День воскреснул с радостью, не для чёрной разности…

Окропил нас росами, полевою свежестью,

Всех узнал по голосу и приметил с нежностью.

День воскреснул с радостью.

А земля брюхатая тяжела озимыми,

Отогрела хлебушек под снегами зимними.

И разносит детский смех над селом, над городом

Ветерок с пшеничных нив, подзабытый голодом.

Отогрели хлебушек…

Оседлал июнь коня и с рассвета властвует.

Утро нынешнего дня, Господи, да здравствует!

В зеркале вчерашних луж мирных птиц парение.

Окна всех степных станиц вспыхли на мгновение.

Мирных птиц парение…

Заиграла высь небес всеми перламутрами.

За делами славными, за словами мудрыми

Не пристало прятаться и батрацки горбиться.

— Эх, кому казённый дом, а кому и горница!..

За дела за славные…

Травами и молоком так и пахнет с пастбища.

Вон, безусый лейтенант прохромал вдоль кладбища,

Виновато, у плетня, встал, откинув палочку,

Закурил, спугнув кота, плывшего вразвалочку.

Так и пахнет с пастбища…

Мяч тряпичный на лугу запинали мальчики,

Скоро как-то вызрели в поле одуванчики.

Ветер жгучий отсечёт их шальные головы,

Станут стебли, как кресты, откровенно голые.

Ах, шальные головы!

Ровно восемь пятьдесят… Как на нервах стрелочки

Самовар. Молочный чай. Оладьи на тарелочках.

Мама моет малыша и шинель кадетскую

Стелет в ноги, не спеша, с той улыбкой детскою…

Ровно восемь пятьдесят.

Под прохладою крыльца торг идёт продуктами.

С хрипотцою, словно псы, лают репродукторы.

Не кукушка запоёт в полдень над обрывами…

Где-то там — земля в огне вспахана разрывами.

На границе

Без умолку верещит, — что случилось с птицей?

Не спокойно нынче там, на родной границе.

Стал с недавних пор такой, климат — злой и порист…

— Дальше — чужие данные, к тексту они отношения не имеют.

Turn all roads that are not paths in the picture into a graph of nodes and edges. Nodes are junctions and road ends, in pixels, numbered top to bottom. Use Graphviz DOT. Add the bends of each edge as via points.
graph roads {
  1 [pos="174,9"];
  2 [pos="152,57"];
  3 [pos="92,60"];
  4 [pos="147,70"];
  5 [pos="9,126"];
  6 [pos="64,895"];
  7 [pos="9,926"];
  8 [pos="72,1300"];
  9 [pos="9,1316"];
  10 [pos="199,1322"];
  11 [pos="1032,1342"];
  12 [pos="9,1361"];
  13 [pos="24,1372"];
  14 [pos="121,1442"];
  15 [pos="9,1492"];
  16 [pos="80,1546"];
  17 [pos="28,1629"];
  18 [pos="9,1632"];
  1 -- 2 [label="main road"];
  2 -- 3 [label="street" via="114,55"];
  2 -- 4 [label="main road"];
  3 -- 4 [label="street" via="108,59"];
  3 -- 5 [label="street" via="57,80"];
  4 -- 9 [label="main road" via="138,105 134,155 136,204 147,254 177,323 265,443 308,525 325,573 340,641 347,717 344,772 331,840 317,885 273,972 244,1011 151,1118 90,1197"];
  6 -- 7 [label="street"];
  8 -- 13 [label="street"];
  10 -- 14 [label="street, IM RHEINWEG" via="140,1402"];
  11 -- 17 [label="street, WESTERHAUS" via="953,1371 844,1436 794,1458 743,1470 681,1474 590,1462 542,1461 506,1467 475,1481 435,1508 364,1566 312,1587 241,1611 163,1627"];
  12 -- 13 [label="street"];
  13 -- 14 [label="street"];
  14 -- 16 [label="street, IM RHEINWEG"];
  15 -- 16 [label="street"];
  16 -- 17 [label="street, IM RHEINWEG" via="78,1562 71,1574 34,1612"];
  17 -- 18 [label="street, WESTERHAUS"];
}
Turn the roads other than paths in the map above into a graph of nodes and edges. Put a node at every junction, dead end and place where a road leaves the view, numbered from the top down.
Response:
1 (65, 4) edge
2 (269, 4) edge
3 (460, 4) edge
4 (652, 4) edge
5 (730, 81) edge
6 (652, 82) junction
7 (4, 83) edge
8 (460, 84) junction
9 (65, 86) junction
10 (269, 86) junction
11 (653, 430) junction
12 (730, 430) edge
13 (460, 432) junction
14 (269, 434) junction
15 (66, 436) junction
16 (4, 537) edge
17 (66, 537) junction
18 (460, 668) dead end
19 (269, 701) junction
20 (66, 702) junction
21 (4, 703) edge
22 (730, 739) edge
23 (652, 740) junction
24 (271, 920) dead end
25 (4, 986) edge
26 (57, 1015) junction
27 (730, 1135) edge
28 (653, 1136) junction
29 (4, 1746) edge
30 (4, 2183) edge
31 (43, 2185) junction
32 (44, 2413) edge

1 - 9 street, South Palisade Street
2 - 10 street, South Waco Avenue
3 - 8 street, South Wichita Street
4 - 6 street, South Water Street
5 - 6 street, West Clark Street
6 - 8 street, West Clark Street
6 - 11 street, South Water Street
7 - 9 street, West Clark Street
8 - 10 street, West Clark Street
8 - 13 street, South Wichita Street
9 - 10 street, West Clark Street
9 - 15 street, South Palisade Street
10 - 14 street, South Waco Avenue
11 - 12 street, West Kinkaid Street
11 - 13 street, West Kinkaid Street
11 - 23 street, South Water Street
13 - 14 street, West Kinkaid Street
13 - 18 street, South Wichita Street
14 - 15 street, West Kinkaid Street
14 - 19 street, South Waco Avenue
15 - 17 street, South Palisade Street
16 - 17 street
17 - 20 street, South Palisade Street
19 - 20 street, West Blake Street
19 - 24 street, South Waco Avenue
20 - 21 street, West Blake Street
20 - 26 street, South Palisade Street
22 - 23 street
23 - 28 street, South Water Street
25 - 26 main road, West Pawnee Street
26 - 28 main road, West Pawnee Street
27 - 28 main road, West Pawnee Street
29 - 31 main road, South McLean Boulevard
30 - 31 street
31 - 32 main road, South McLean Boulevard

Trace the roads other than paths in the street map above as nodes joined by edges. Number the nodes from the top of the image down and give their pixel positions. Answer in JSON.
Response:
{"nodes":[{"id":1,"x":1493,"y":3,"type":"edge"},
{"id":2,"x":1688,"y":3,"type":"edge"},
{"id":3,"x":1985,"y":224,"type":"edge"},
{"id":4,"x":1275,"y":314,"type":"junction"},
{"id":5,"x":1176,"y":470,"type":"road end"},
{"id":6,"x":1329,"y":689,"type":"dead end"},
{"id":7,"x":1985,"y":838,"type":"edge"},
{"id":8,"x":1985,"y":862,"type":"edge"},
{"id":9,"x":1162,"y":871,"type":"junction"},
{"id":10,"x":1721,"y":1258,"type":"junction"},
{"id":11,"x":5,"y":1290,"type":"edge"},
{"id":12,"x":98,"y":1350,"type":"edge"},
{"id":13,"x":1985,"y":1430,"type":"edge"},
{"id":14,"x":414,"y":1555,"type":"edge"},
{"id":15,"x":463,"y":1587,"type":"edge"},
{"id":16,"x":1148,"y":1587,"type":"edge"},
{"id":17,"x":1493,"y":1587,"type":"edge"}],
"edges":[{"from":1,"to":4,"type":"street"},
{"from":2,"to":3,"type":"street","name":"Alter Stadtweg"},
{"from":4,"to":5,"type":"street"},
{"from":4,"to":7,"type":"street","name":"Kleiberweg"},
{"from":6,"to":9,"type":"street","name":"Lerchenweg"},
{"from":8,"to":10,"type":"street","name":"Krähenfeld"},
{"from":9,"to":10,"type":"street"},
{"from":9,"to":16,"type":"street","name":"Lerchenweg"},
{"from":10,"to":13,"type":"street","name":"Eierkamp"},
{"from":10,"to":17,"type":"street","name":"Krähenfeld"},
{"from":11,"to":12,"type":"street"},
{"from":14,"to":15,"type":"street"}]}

— Будь спокоен, за кордон с хлебом мчится поезд.

Что случилось с птицей?

Под тревожно-голубым, обнажённым небом

Мчится поезд за кордон с нашим, братцы, хлебом.

Где солдату разуметь? Есть приказ и — точка…

Слухи ходят, что войне кончилась отсрочка.

Мчится поезд за кордон…

Обстановка такова — разведёшь руками,

Машут нам из-за реки немцы кулаками.

Толчея и день, и ночь — прибывает войско,

И на ломанном для нас: «Русский Ванька, бойся!»

Толчея и день и ночь…

Тоньше, чем блошиный ус, стал наш мир и нервы,

Но к границе, в стан чужой, всё текут резервы.

Здесь любой мужик решит: дело видно к драке.

В волчьем вое скромно стих сонный лай собаки.

Дело, видно, к драке…

Только ли от топора кровь на плахе Польши?